The UMC is in crisis because we are once again selectively applying the Quadrilateral for interpretation. The Methodist Episcopal Church broke apart in the 1840s over the issue of slavery and didn’t come back together until 1939. Women were not ordained in the UMC until the 1950s. The arguments used for slavery and against women’s ordination were rooted in a culture of privilege and power, and the scriptures were used as proof-texting to support this systemic oppression. Of course, our understanding of race and slavery, and the role of women in the church, has changed; the scriptures have not. We are now quite adept at employing the Quadrilateral as we speak of racial and gender inclusion in the UMC, using tradition, reason, and experience as we interpret and understand problematic passages in the Bible related to race and women.
Culturally and ecclesially, we are at a similar crossroads today regarding our Christian lesbian sisters and gay brothers. We cling to a non-Wesleyan treatment of scripture to uphold our straight privilege while we embrace the Quadrilateral regarding ethnic minorities and women. We offer services of apology to women and American Indians at our General and Annual Conferences, unaware that we repeat the same pattern of oppression with lesbians and gays. Black United Methodists recall that Richard Allen, ordained by Francis Asbury, was required to sit in the balcony at Methodist conferences, and because he never found a place at the table in our denomination, he established the African Methodist Episcopal Church. Women in the United Methodist Church know that in 1880, Anna Howard Shaw was denied ordination in the Methodist Episcopal Church and left when she was embraced for her gifts and ordained in the Methodist Protestant Church. Both left the denomination that had baptized them and had nurtured their call to ordained ministry.
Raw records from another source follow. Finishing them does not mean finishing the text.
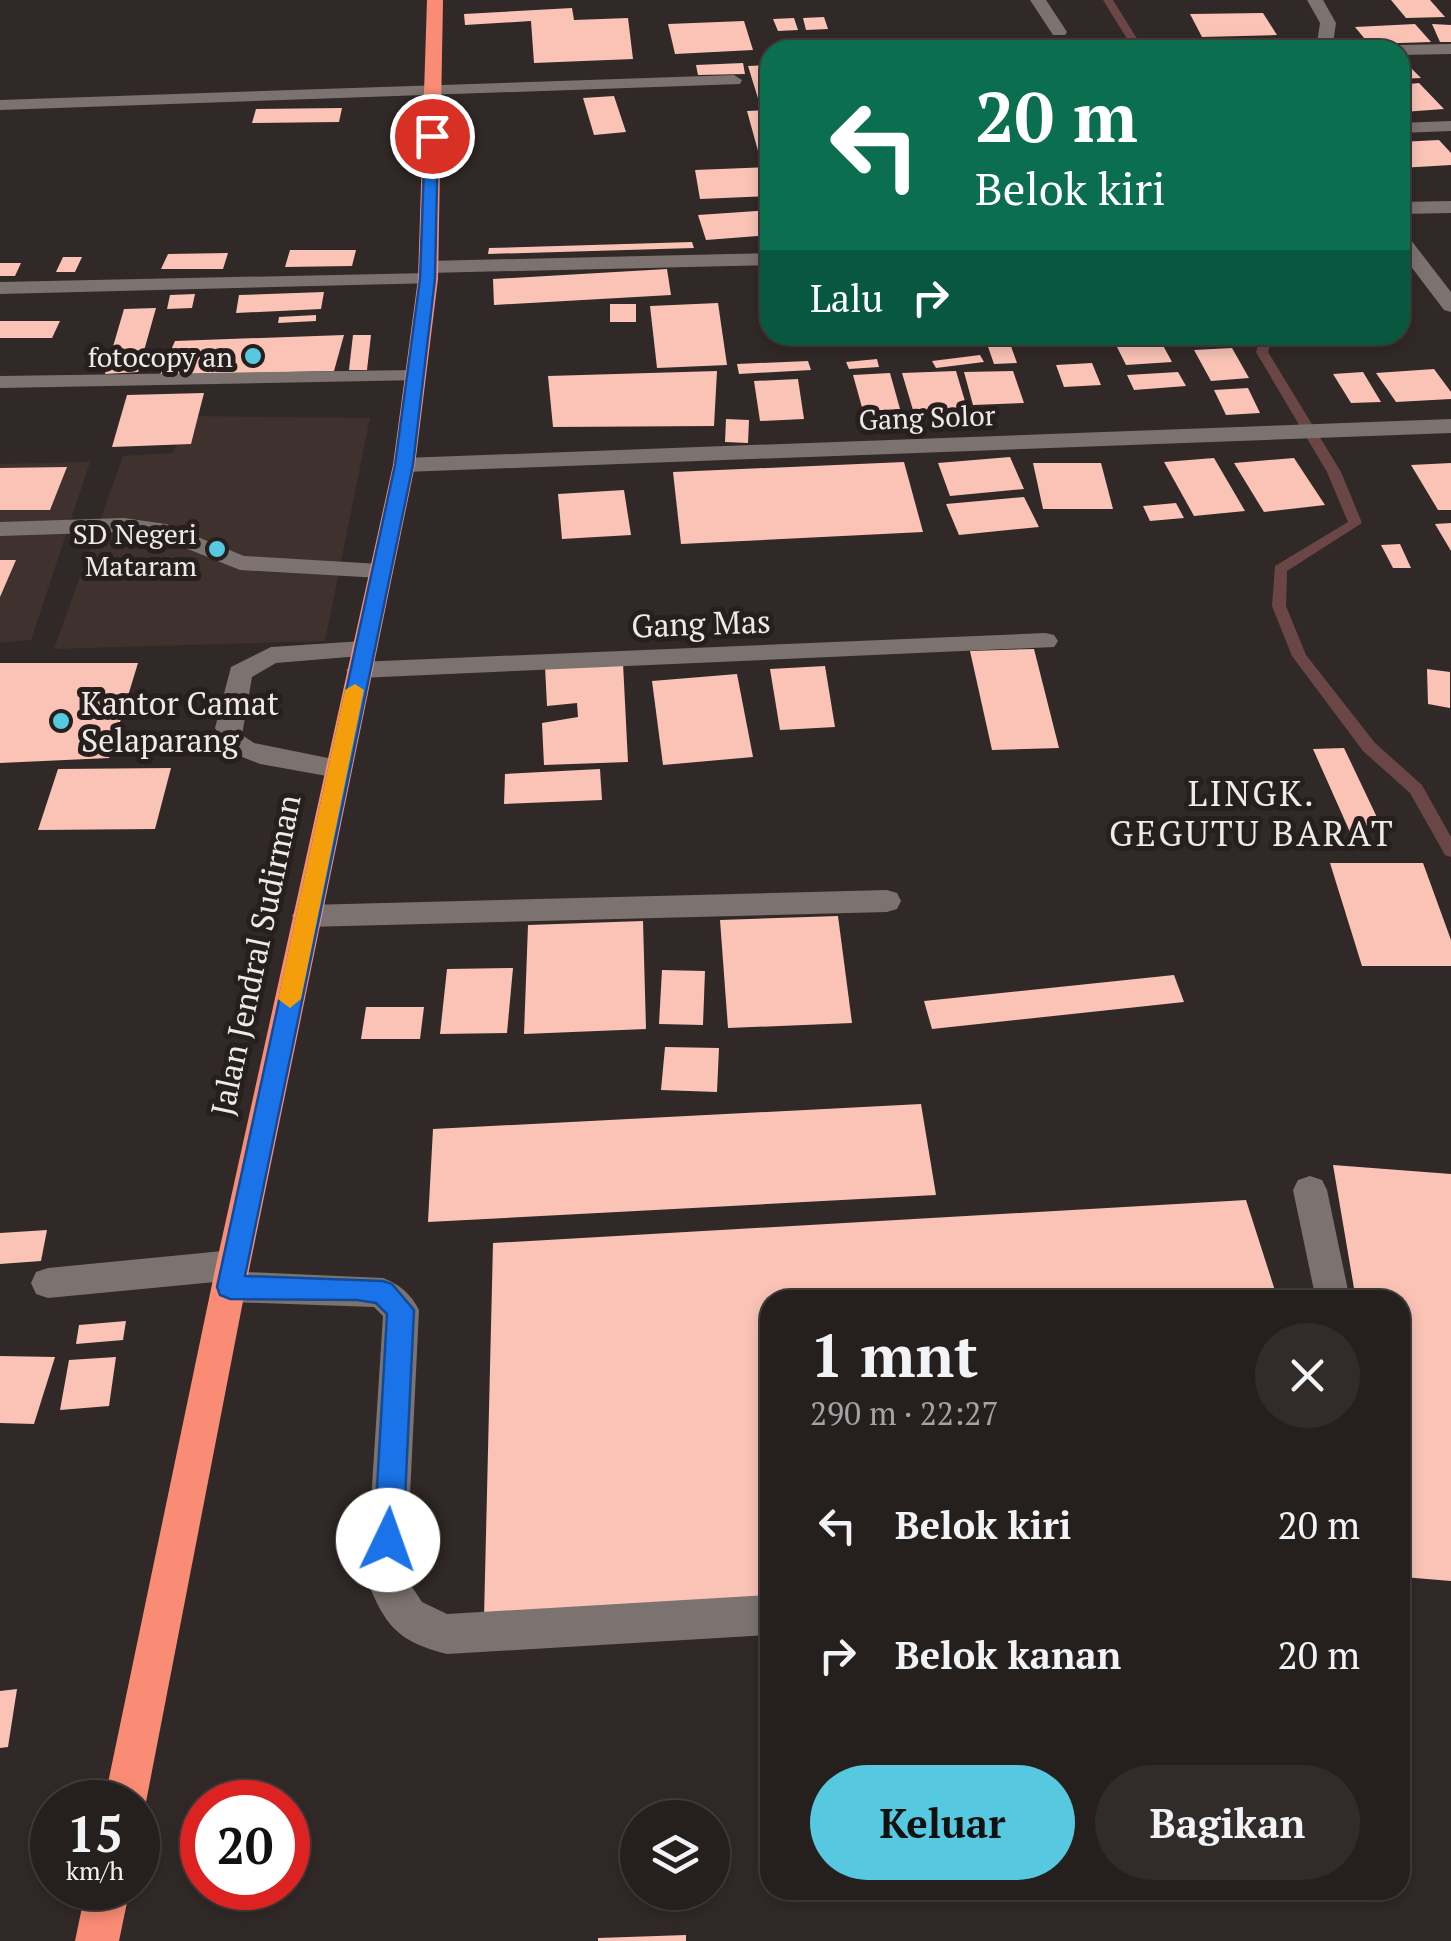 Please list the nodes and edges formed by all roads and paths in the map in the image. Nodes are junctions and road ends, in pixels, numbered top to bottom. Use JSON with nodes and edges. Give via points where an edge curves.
{"nodes":[{"id":1,"x":434,"y":0,"type":"edge"},
{"id":2,"x":1038,"y":0,"type":"edge"},
{"id":3,"x":1315,"y":0,"type":"edge"},
{"id":4,"x":1059,"y":32,"type":"dead end"},
{"id":5,"x":1325,"y":40,"type":"edge"},
{"id":6,"x":1451,"y":48,"type":"edge"},
{"id":7,"x":1410,"y":50,"type":"edge"},
{"id":8,"x":734,"y":80,"type":"dead end"},
{"id":9,"x":432,"y":91,"type":"junction"},
{"id":10,"x":0,"y":105,"type":"edge"},
{"id":11,"x":1451,"y":126,"type":"edge"},
{"id":12,"x":1410,"y":128,"type":"edge"},
{"id":13,"x":1451,"y":207,"type":"edge"},
{"id":14,"x":1410,"y":208,"type":"edge"},
{"id":15,"x":1410,"y":254,"type":"edge"},
{"id":16,"x":760,"y":259,"type":"edge"},
{"id":17,"x":428,"y":273,"type":"junction"},
{"id":18,"x":0,"y":288,"type":"edge"},
{"id":19,"x":1451,"y":306,"type":"edge"},
{"id":20,"x":415,"y":376,"type":"junction"},
{"id":21,"x":0,"y":382,"type":"edge"},
{"id":22,"x":1451,"y":426,"type":"edge"},
{"id":23,"x":404,"y":465,"type":"junction"},
{"id":24,"x":0,"y":528,"type":"edge"},
{"id":25,"x":380,"y":572,"type":"junction"},
{"id":26,"x":1046,"y":641,"type":"dead end"},
{"id":27,"x":361,"y":660,"type":"junction"},
{"id":28,"x":338,"y":769,"type":"junction"},
{"id":29,"x":888,"y":901,"type":"dead end"},
{"id":30,"x":308,"y":916,"type":"junction"},
{"id":31,"x":1310,"y":1190,"type":"dead end"},
{"id":32,"x":231,"y":1276,"type":"junction"},
{"id":33,"x":48,"y":1283,"type":"dead end"},
{"id":34,"x":1331,"y":1290,"type":"edge"},
{"id":35,"x":760,"y":1616,"type":"edge"},
{"id":36,"x":129,"y":1780,"type":"edge"},
{"id":37,"x":103,"y":1910,"type":"edge"},
{"id":38,"x":97,"y":1941,"type":"edge"}],
"edges":[{"from":1,"to":9,"type":"highway","name":"Jalan Jendral Sudirman"},
{"from":2,"to":4,"type":"street"},
{"from":3,"to":5,"type":"street","via":[[1328,22]]},
{"from":6,"to":7,"type":"street"},
{"from":8,"to":9,"type":"street"},
{"from":9,"to":10,"type":"street"},
{"from":9,"to":17,"type":"highway","name":"Jalan Jendral Sudirman"},
{"from":11,"to":12,"type":"street"},
{"from":13,"to":14,"type":"street"},
{"from":15,"to":19,"type":"street"},
{"from":16,"to":17,"type":"street"},
{"from":17,"to":18,"type":"street"},
{"from":17,"to":20,"type":"highway","name":"Jalan Jendral Sudirman"},
{"from":20,"to":21,"type":"street"},
{"from":20,"to":23,"type":"highway","name":"Jalan Jendral Sudirman"},
{"from":22,"to":23,"type":"street","name":"Gang Solor"},
{"from":23,"to":25,"type":"highway","name":"Jalan Jendral Sudirman"},
{"from":24,"to":25,"type":"street","via":[[124,525],[158,529],[240,563]]},
{"from":25,"to":27,"type":"highway","name":"Jalan Jendral Sudirman"},
{"from":26,"to":27,"type":"street","name":"Gang Mas"},
{"from":27,"to":28,"type":"highway","name":"Jalan Jendral Sudirman"},
{"from":27,"to":28,"type":"street","name":"Gang Mas","via":[[272,655],[240,673],[229,735],[235,746]]},
{"from":28,"to":30,"type":"highway","name":"Jalan Jendral Sudirman"},
{"from":29,"to":30,"type":"street"},
{"from":30,"to":32,"type":"highway","name":"Jalan Jendral Sudirman"},
{"from":31,"to":34,"type":"street"},
{"from":32,"to":33,"type":"street"},
{"from":32,"to":35,"type":"street","via":[[383,1292],[400,1310],[386,1578],[398,1608],[420,1628],[447,1634]]},
{"from":32,"to":36,"type":"highway","name":"Jalan Jendral Sudirman"},
{"from":37,"to":38,"type":"highway"}]} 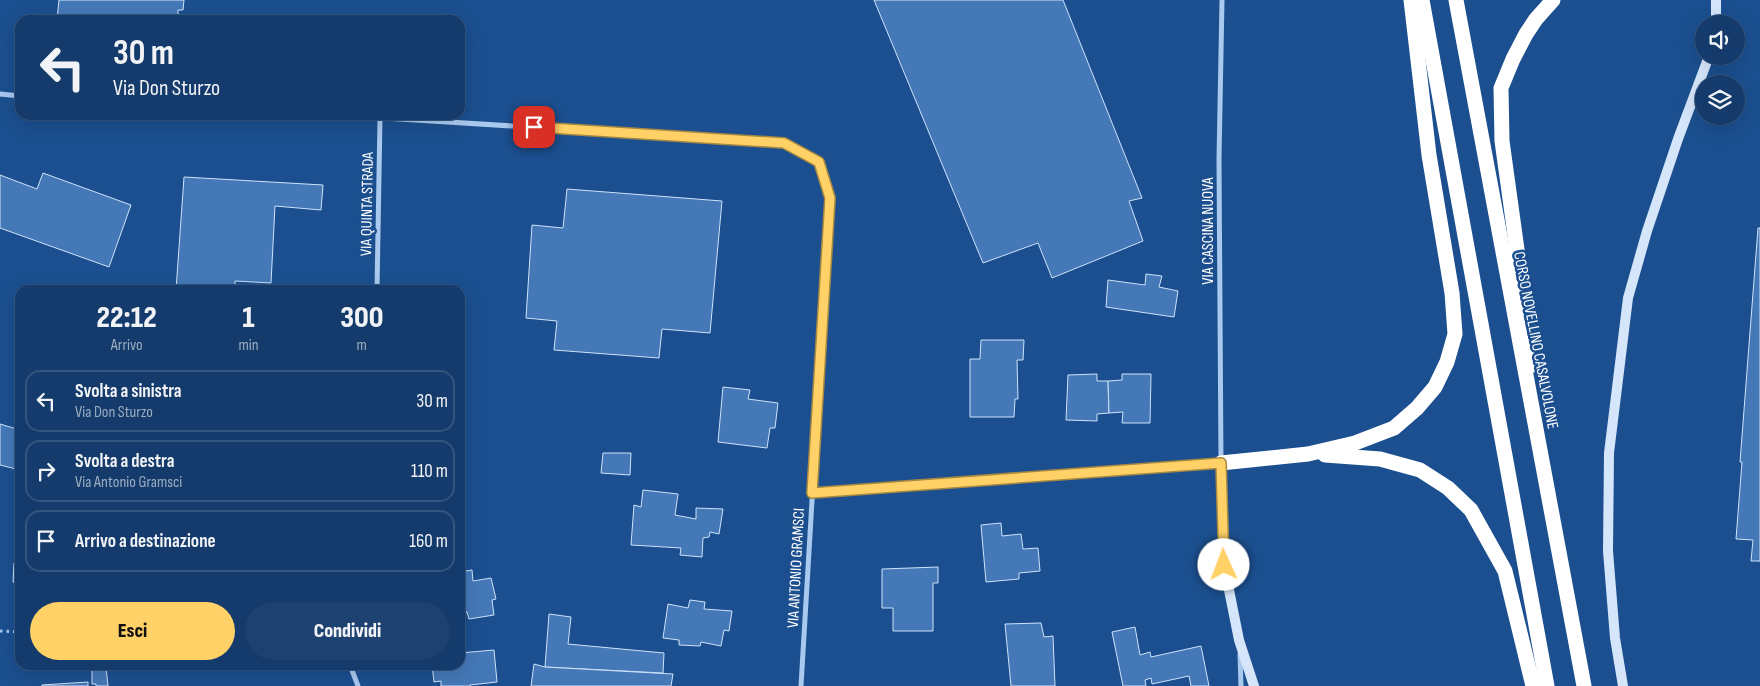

The Southwest Texas Conference has an opportunity to provide Mary Ann Barclay a place at the table of ordained ministry. Where Gene Leggett was forced to surrender his credentials 43 years ago, we can forgo the comfort of our straight privilege and honor a candidate’s gifts for ministry instead of denying her based upon sexual orientation. We are all enriched when every child of God is honored and celebrated for using their gifts to build the vitality and integrity of Christ’s realm on earth.
I ask you again: How does your sexual orientation shape your daily pastoral duties? How did it inform your original call by God into ministry, to your commitment to Wesley’s Works, to your understanding of atonement, to your ability to articulate the means of grace? We cannot, and would not, be separated from our sexuality, nor should we be. But should our orientation qualify us, or disqualify us, from ministry?
We have many closeted lesbian and gay clergy in the Southwest Texas Conference. This fact is not a secret. If they were to become public about their orientation, and be allowed to continue as United Methodist clergy, would their ministry change? These are important questions I invite you to ask yourselves and each other as you discern the pastoral gifts of Mary Ann Barclay.